+++ Input +++

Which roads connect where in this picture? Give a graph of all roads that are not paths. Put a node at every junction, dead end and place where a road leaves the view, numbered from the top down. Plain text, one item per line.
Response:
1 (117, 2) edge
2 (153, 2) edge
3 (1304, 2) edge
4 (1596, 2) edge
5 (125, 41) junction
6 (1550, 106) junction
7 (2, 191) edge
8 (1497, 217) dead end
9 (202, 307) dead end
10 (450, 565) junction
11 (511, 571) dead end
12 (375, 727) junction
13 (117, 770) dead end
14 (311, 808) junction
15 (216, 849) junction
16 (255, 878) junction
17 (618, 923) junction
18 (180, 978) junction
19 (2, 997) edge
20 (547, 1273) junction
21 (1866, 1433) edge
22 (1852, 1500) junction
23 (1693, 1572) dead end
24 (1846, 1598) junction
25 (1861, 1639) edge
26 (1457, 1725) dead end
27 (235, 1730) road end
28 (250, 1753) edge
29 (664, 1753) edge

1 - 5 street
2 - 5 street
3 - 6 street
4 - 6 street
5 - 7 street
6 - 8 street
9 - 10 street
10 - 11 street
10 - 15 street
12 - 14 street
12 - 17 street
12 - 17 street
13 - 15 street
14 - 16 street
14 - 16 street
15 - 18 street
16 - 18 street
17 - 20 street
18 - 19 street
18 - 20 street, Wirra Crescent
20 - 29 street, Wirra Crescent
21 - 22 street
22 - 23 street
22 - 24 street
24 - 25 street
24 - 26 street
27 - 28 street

+++

▶ [Your objective]: Your response must consist of the entries, reproduced exactly.

▶ [Output]:
Which roads connect where in this picture? Give a graph of all roads that are not paths. Put a node at every junction, dead end and place where a road leaves the view, numbered from the top down. Plain text, one item per line.
Response:
1 (117, 2) edge
2 (153, 2) edge
3 (1304, 2) edge
4 (1596, 2) edge
5 (125, 41) junction
6 (1550, 106) junction
7 (2, 191) edge
8 (1497, 217) dead end
9 (202, 307) dead end
10 (450, 565) junction
11 (511, 571) dead end
12 (375, 727) junction
13 (117, 770) dead end
14 (311, 808) junction
15 (216, 849) junction
16 (255, 878) junction
17 (618, 923) junction
18 (180, 978) junction
19 (2, 997) edge
20 (547, 1273) junction
21 (1866, 1433) edge
22 (1852, 1500) junction
23 (1693, 1572) dead end
24 (1846, 1598) junction
25 (1861, 1639) edge
26 (1457, 1725) dead end
27 (235, 1730) road end
28 (250, 1753) edge
29 (664, 1753) edge

1 - 5 street
2 - 5 street
3 - 6 street
4 - 6 street
5 - 7 street
6 - 8 street
9 - 10 street
10 - 11 street
10 - 15 street
12 - 14 street
12 - 17 street
12 - 17 street
13 - 15 street
14 - 16 street
14 - 16 street
15 - 18 street
16 - 18 street
17 - 20 street
18 - 19 street
18 - 20 street, Wirra Crescent
20 - 29 street, Wirra Crescent
21 - 22 street
22 - 23 street
22 - 24 street
24 - 25 street
24 - 26 street
27 - 28 street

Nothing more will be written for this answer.